§ **Working data**
═══
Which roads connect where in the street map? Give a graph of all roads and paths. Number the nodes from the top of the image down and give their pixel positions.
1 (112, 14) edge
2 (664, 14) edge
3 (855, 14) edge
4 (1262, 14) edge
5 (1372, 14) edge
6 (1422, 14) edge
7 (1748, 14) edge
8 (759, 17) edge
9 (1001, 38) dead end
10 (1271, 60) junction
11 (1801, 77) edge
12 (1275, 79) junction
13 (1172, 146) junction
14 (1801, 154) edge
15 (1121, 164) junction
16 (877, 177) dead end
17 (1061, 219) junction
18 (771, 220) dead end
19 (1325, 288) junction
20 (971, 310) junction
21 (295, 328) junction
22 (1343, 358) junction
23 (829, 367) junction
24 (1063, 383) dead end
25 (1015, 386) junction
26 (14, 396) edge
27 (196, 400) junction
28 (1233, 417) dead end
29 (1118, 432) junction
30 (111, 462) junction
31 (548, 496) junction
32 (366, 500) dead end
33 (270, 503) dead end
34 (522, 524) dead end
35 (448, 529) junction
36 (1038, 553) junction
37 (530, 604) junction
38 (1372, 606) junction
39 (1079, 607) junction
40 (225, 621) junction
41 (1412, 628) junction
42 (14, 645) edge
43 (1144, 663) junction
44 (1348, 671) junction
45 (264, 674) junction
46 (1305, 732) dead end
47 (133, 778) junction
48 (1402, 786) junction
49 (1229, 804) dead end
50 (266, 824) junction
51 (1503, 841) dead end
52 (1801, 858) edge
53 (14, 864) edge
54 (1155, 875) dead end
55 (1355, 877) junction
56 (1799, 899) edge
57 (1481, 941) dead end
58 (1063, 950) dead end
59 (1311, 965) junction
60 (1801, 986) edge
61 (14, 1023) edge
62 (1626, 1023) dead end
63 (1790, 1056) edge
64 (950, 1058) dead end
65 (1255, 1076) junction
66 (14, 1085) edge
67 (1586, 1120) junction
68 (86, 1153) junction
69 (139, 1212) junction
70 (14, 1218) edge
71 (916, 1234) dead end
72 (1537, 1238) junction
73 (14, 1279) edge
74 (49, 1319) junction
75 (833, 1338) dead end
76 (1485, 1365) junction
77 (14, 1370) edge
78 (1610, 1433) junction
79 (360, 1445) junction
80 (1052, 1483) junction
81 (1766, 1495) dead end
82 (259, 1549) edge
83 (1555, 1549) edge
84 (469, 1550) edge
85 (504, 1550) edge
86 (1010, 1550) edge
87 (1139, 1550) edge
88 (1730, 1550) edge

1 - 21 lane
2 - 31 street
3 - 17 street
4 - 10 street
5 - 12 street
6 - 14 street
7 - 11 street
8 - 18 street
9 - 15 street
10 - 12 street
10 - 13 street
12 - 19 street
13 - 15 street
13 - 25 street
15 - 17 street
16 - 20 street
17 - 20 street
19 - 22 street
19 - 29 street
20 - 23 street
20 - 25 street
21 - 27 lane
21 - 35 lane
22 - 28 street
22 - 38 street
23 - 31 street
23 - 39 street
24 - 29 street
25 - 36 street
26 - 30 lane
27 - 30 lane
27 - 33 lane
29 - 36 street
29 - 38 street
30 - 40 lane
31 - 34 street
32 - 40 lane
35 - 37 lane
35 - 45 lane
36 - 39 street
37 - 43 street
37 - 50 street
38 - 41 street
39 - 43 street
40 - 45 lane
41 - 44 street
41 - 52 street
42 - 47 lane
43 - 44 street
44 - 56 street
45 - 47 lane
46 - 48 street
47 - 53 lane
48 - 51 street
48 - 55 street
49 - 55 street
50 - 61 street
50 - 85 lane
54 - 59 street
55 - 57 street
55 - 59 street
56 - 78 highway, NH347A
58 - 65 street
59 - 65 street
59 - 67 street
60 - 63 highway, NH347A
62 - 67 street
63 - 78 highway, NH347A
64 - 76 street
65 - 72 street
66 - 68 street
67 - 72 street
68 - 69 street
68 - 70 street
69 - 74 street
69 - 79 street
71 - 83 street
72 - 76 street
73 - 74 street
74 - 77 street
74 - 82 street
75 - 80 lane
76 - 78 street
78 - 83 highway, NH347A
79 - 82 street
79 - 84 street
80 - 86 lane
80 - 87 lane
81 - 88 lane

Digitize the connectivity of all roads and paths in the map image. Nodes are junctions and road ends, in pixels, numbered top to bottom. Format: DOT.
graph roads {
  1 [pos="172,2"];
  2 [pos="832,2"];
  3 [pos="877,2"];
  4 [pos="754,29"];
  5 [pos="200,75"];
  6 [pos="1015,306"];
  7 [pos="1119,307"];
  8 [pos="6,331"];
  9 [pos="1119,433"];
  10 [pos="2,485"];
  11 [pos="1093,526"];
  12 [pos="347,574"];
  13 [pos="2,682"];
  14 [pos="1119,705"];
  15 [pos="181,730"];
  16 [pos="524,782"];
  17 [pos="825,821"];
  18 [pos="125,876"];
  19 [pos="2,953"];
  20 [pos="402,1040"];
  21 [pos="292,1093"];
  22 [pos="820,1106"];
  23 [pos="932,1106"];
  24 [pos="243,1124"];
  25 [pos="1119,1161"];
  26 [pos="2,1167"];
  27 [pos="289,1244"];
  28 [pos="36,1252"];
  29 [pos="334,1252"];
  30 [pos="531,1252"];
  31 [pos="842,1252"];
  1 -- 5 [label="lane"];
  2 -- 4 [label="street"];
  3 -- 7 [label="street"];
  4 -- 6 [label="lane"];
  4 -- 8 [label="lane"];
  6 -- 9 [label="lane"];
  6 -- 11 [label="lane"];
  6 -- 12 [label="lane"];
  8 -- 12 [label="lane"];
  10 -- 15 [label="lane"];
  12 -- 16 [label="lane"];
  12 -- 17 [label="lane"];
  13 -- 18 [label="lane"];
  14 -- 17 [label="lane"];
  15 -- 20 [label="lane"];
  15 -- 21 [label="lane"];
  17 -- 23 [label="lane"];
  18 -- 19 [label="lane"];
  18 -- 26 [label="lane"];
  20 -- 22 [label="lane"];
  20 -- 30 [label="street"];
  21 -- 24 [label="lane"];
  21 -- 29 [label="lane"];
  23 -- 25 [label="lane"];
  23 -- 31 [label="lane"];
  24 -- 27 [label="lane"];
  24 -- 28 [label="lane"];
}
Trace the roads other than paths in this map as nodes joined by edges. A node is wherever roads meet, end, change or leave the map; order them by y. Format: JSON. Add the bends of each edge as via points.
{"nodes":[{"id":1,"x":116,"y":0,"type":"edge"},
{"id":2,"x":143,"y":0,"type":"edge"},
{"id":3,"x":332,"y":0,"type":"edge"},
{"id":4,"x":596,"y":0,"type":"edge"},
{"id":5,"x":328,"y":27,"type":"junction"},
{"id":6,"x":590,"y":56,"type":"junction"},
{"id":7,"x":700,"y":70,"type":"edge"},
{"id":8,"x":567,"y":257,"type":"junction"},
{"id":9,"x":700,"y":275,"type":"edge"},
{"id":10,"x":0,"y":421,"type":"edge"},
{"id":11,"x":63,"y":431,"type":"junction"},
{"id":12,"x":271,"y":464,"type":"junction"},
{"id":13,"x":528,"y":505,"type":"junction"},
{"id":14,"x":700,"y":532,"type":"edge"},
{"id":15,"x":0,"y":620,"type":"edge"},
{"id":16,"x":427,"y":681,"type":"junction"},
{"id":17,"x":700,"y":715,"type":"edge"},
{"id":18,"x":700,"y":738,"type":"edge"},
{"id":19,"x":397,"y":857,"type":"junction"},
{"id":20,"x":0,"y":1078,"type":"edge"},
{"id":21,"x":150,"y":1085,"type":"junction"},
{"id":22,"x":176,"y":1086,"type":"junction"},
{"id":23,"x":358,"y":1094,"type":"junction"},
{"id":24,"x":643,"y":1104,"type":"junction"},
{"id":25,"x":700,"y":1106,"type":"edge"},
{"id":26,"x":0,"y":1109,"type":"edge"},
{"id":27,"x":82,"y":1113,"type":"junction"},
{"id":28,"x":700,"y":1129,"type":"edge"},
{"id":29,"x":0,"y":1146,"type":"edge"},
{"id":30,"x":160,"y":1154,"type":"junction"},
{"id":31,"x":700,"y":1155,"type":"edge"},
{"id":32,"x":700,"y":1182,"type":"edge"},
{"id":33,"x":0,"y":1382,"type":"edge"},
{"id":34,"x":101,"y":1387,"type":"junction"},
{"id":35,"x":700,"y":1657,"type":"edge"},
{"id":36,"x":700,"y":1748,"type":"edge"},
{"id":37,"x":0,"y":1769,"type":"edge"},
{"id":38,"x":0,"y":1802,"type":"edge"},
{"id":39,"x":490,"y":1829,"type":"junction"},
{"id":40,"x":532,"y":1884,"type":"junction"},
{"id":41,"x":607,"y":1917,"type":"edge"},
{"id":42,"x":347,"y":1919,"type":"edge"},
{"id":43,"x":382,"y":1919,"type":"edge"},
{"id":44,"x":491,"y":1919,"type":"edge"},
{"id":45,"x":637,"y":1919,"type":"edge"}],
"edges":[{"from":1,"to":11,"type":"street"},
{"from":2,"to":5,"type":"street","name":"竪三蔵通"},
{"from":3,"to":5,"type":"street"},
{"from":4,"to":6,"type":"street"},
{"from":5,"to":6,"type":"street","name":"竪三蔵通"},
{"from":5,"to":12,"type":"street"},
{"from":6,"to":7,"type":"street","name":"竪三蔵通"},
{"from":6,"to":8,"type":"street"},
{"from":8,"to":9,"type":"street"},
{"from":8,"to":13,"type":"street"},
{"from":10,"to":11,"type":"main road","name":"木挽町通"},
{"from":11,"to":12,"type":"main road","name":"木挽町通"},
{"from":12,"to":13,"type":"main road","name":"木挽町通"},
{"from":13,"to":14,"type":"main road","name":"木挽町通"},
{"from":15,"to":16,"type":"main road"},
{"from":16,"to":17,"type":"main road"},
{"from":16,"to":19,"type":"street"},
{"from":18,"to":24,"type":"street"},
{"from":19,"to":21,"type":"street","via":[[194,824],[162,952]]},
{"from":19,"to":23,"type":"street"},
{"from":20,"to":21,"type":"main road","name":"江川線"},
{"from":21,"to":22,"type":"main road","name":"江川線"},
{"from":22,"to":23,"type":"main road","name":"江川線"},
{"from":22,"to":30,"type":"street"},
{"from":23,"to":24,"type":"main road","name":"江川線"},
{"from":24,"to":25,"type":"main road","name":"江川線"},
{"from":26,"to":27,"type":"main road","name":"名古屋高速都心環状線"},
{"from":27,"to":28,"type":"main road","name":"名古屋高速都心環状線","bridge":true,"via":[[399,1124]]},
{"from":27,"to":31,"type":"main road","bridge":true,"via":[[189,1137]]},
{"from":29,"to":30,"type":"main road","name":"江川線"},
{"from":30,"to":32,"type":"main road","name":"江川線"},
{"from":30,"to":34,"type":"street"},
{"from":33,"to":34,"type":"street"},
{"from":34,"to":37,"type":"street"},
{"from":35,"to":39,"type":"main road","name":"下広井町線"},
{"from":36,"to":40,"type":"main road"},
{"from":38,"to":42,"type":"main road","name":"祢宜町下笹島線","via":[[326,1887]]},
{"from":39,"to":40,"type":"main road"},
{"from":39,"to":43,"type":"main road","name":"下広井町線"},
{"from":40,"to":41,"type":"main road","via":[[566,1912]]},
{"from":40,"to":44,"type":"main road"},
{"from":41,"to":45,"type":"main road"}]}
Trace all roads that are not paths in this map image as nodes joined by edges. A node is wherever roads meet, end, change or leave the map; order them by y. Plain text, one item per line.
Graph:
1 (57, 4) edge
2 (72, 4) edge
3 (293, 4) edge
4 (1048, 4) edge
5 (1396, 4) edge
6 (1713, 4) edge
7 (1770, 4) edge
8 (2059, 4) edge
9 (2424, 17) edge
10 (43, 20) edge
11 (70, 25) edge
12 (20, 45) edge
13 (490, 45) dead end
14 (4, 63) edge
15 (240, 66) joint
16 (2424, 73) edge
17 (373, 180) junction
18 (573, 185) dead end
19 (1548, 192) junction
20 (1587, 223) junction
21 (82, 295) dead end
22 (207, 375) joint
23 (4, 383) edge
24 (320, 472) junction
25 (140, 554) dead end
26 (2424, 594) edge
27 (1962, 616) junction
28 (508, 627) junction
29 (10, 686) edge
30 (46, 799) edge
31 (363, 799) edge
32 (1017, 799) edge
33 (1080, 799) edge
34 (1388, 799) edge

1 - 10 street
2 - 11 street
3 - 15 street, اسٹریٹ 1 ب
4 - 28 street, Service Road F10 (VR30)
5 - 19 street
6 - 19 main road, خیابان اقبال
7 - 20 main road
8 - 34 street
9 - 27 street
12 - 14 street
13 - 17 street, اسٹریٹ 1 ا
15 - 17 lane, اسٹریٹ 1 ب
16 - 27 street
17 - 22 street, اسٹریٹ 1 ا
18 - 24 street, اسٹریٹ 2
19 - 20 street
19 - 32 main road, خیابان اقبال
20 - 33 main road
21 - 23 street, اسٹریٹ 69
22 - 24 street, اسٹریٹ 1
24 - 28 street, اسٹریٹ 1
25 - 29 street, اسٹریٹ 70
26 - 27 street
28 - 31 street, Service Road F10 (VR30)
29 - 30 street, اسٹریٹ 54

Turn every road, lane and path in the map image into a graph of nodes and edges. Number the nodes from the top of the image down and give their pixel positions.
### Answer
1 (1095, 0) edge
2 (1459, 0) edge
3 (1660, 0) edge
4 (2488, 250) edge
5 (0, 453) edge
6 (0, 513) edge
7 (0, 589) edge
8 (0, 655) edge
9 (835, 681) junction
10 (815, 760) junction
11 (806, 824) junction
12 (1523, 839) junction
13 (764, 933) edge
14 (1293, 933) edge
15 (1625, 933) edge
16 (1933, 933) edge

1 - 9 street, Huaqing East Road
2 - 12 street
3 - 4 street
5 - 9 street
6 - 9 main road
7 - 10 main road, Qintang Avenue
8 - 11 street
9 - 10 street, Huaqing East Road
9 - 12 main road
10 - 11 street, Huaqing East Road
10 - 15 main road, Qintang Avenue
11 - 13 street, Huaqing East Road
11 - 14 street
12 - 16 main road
═══
§ **Aim of the exercise**
Copy every line in the entries above that has the string "leave" in it.

§ **Written response**
Trace the roads other than paths in this map as nodes joined by edges. A node is wherever roads meet, end, change or leave the map; order them by y. Format: JSON. Add the bends of each edge as via points.
Trace all roads that are not paths in this map image as nodes joined by edges. A node is wherever roads meet, end, change or leave the map; order them by y. Plain text, one item per line.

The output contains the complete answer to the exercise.